• [What needs to be done]
Every line of the records below that holds the word "Lewis" belongs in the answer.

• [Data to examine]
== Segment start ==

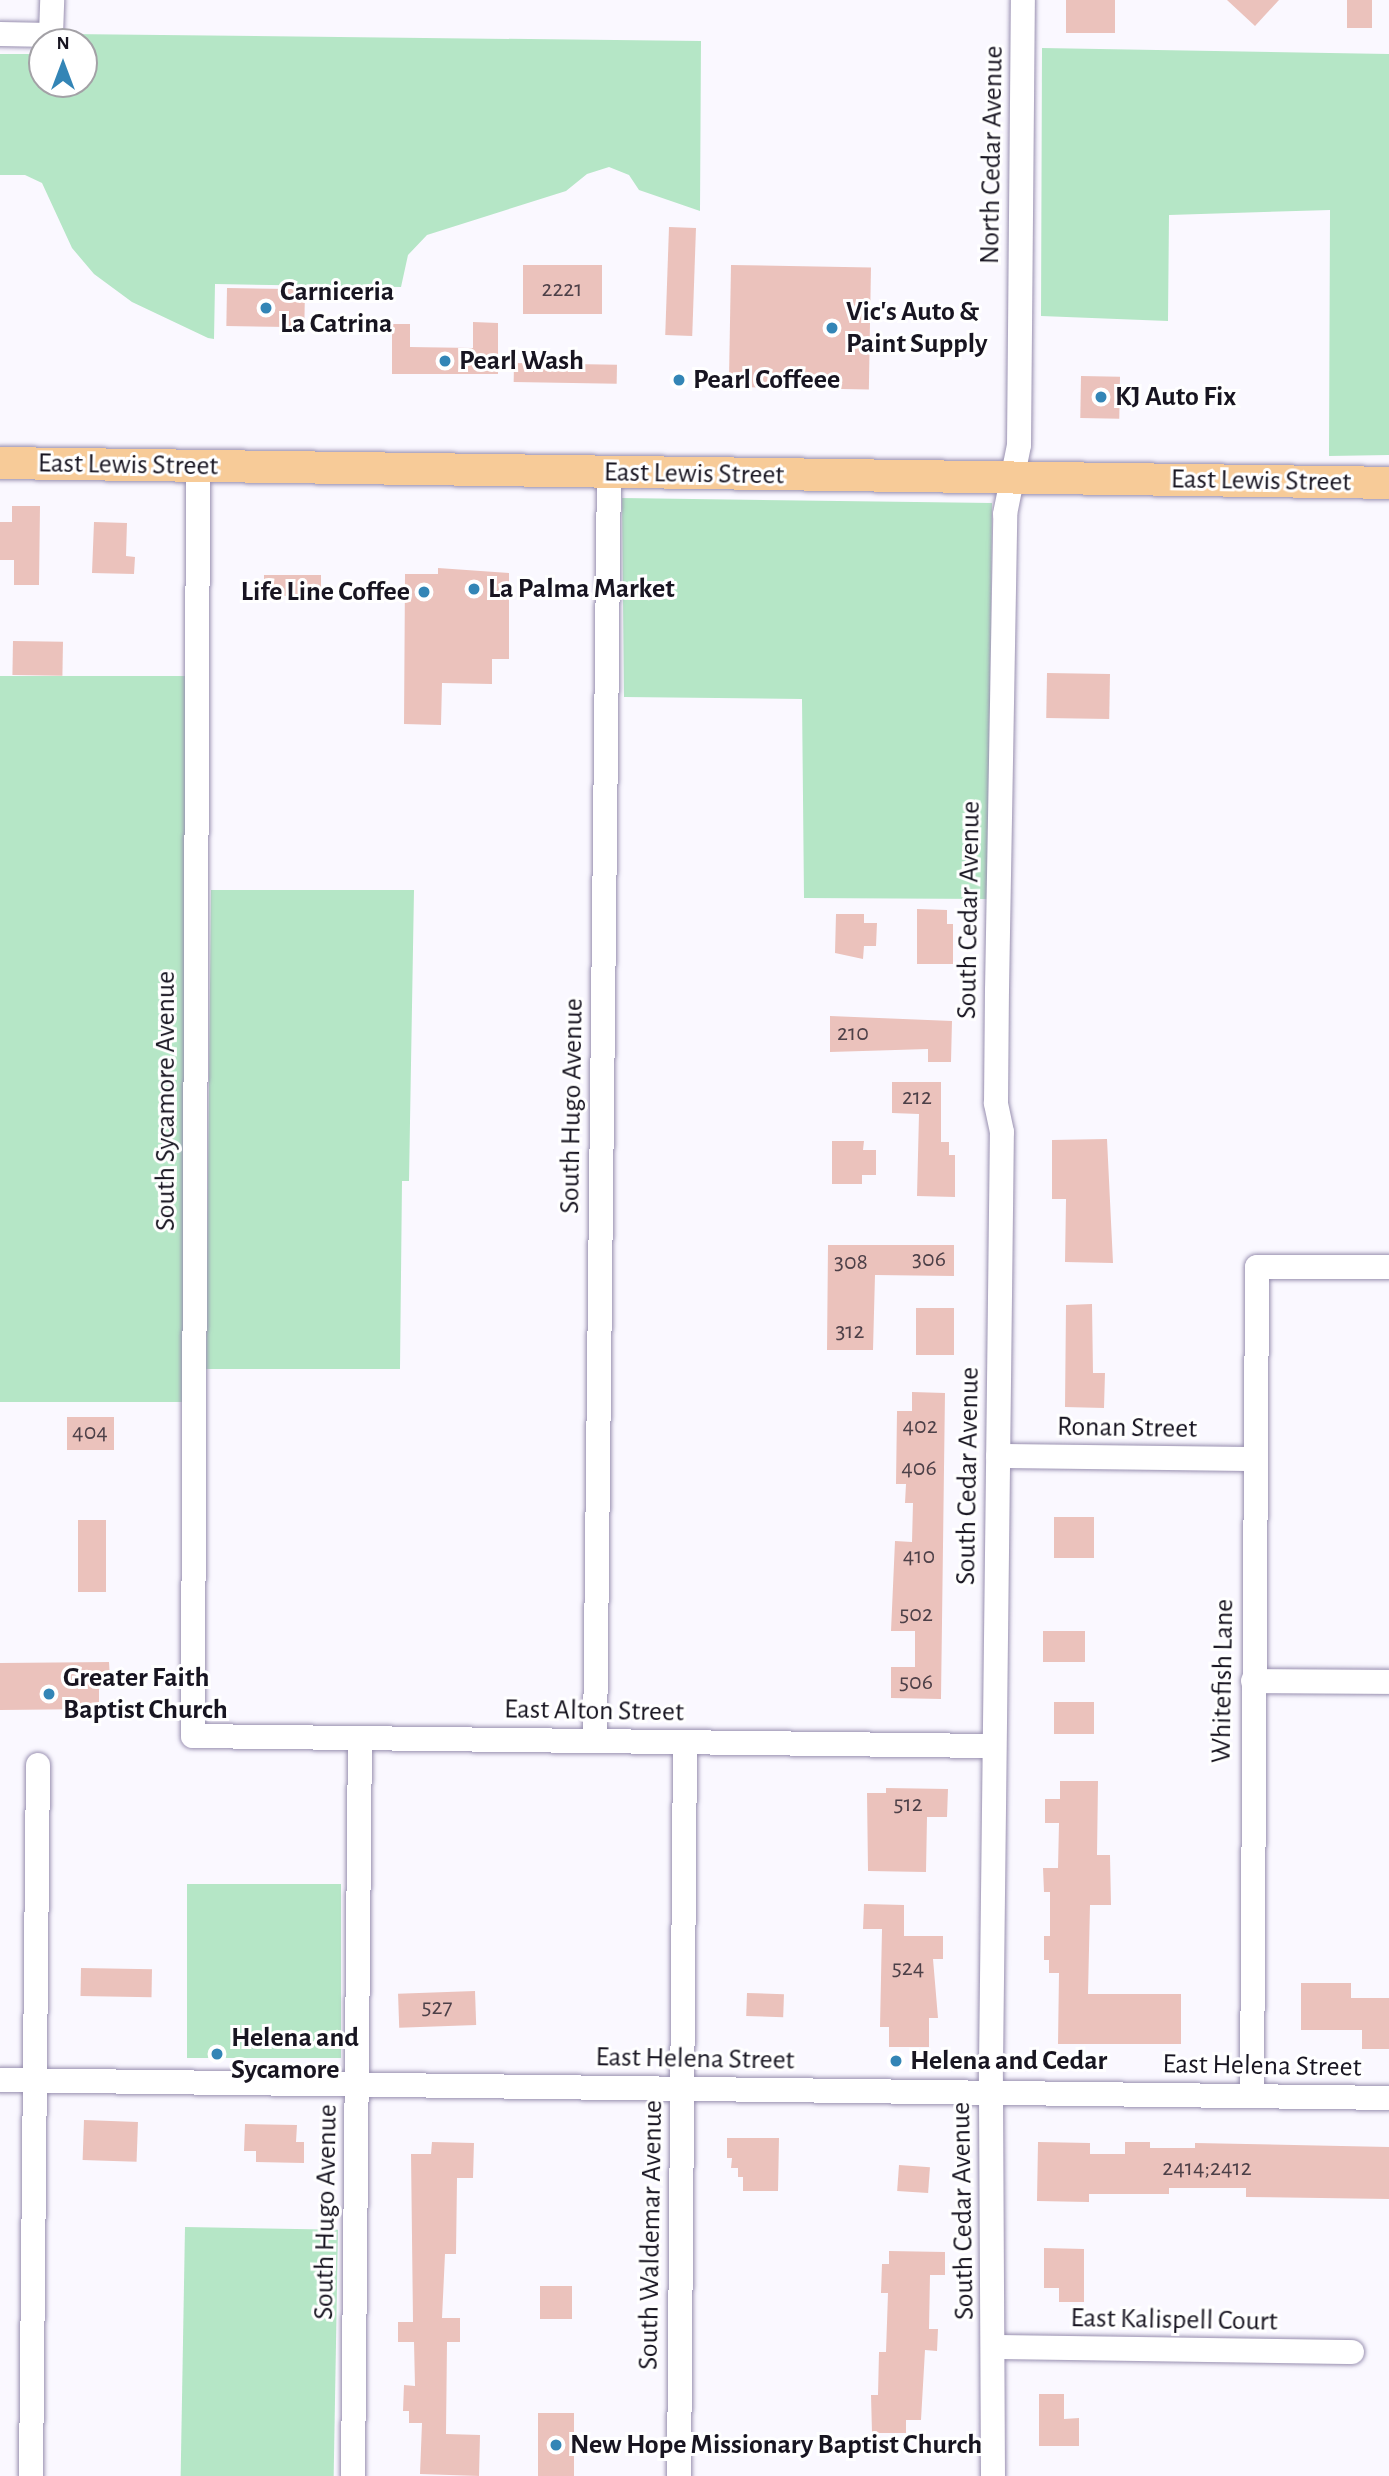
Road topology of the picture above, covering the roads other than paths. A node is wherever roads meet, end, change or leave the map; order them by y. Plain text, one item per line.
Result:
1 (52, 0) edge
2 (1023, 0) edge
3 (0, 34) edge
4 (0, 463) edge
5 (198, 466) junction
6 (609, 472) junction
7 (1012, 478) junction
8 (1389, 482) edge
9 (1389, 1267) edge
10 (998, 1456) junction
11 (1255, 1459) junction
12 (1253, 1681) junction
13 (1389, 1682) edge
14 (193, 1736) joint
15 (360, 1738) junction
16 (595, 1741) junction
17 (685, 1742) junction
18 (995, 1746) junction
19 (38, 1765) dead end
20 (0, 2080) edge
21 (35, 2080) junction
22 (357, 2084) junction
23 (682, 2088) junction
24 (992, 2092) junction
25 (1252, 2095) junction
26 (1389, 2098) edge
27 (994, 2347) junction
28 (1352, 2353) dead end
29 (31, 2476) edge
30 (353, 2476) edge
31 (679, 2476) edge
32 (993, 2476) edge

1 - 3 street
2 - 7 street, North Cedar Avenue
4 - 5 main road, East Lewis Street
5 - 6 main road, East Lewis Street
5 - 14 street, South Sycamore Avenue
6 - 7 main road, East Lewis Street
6 - 16 street, South Hugo Avenue
7 - 8 main road, East Lewis Street
7 - 10 street, South Cedar Avenue
9 - 11 street, Whitefish Lane
10 - 11 street, Ronan Street
10 - 18 street, South Cedar Avenue
11 - 12 street, Whitefish Lane
12 - 13 street
12 - 25 street, Whitefish Lane
14 - 15 street, East Alton Street
15 - 16 street, East Alton Street
15 - 22 street, South Hugo Avenue
16 - 17 street, East Alton Street
17 - 18 street, East Alton Street
17 - 23 street, South Waldemar Avenue
18 - 24 street, South Cedar Avenue
19 - 21 street
20 - 21 street, East Helena Street
21 - 22 street, East Helena Street
21 - 29 street
22 - 23 street, East Helena Street
22 - 30 street, South Hugo Avenue
23 - 24 street, East Helena Street
23 - 31 street, South Waldemar Avenue
24 - 25 street, East Helena Street
24 - 27 street, South Cedar Avenue
25 - 26 street, East Helena Street
27 - 28 street, East Kalispell Court
27 - 32 street, South Cedar Avenue

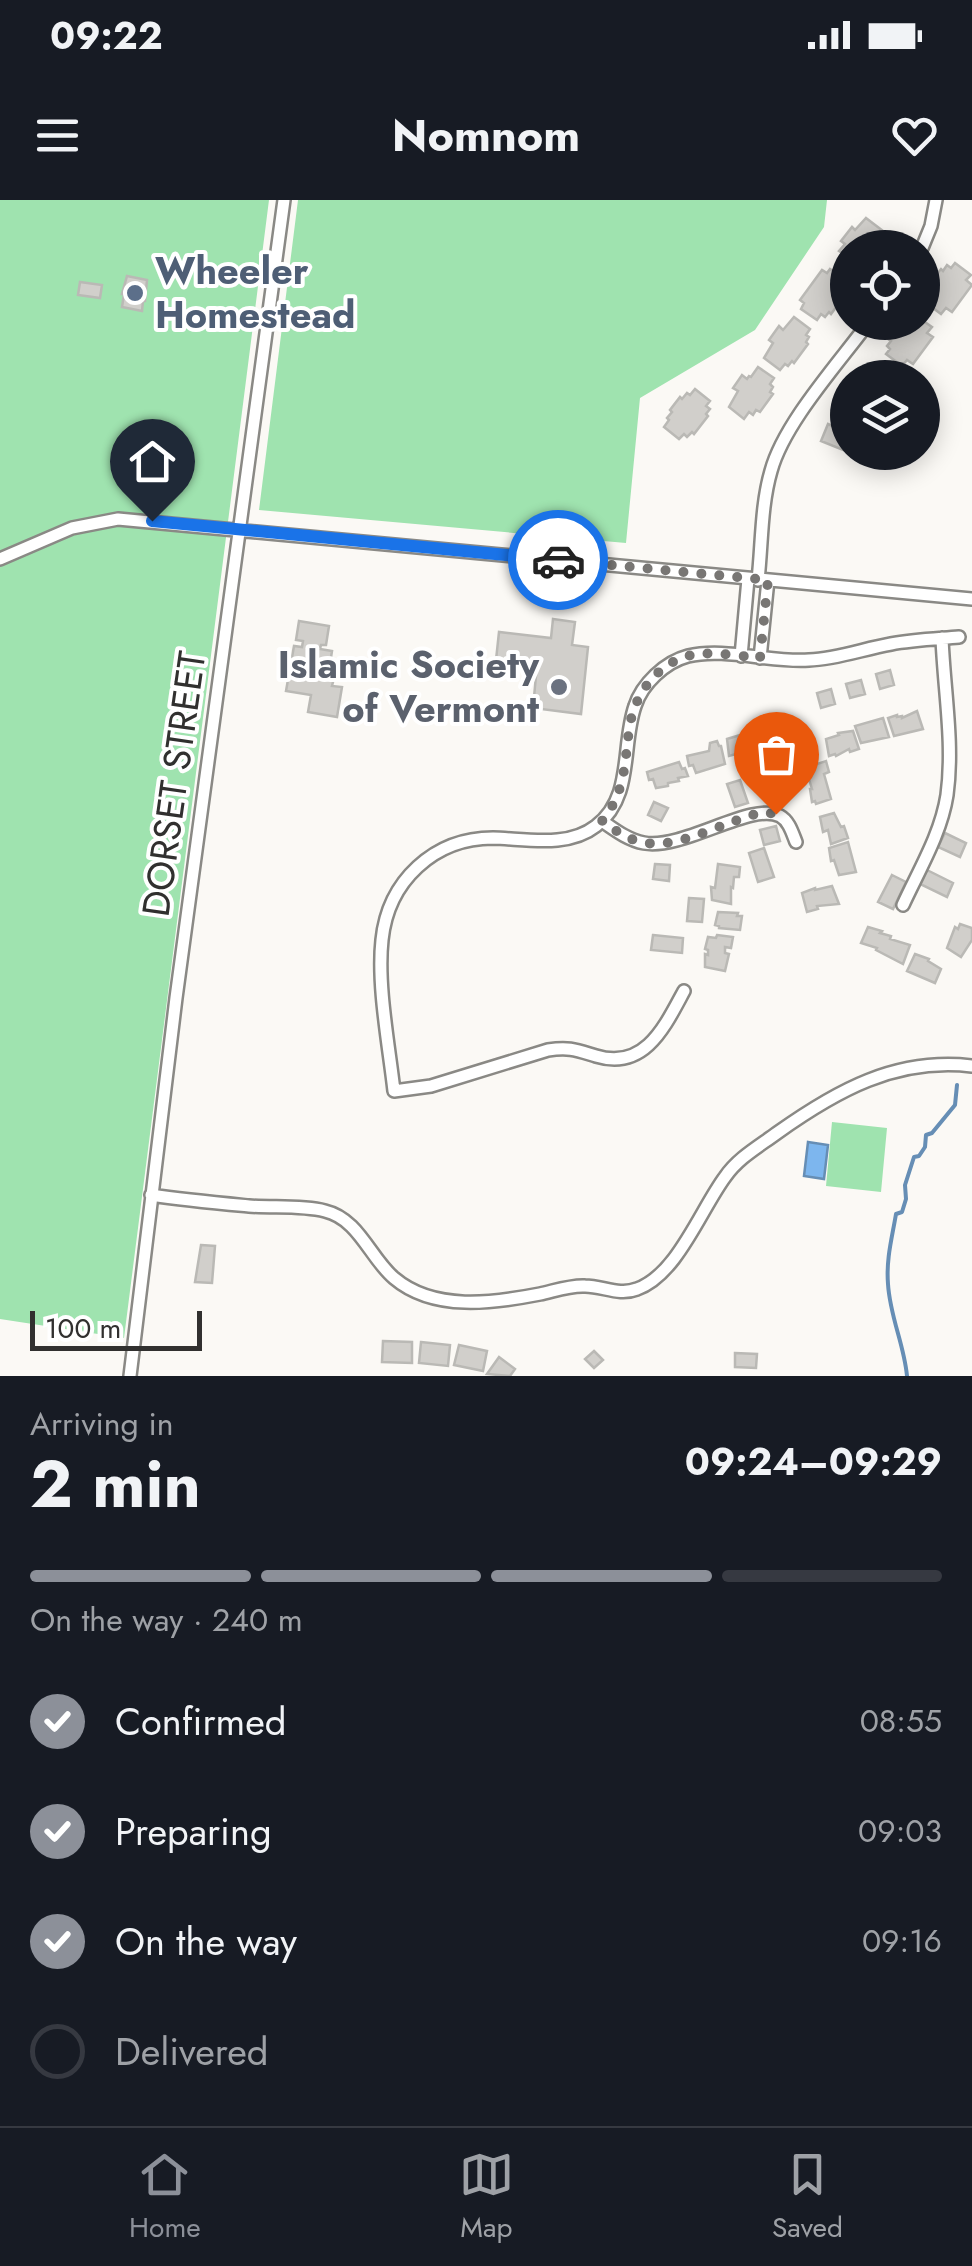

== Segment end ==

• [Written response]
4 - 5 main road, East Lewis Street
5 - 6 main road, East Lewis Street
6 - 7 main road, East Lewis Street
7 - 8 main road, East Lewis Street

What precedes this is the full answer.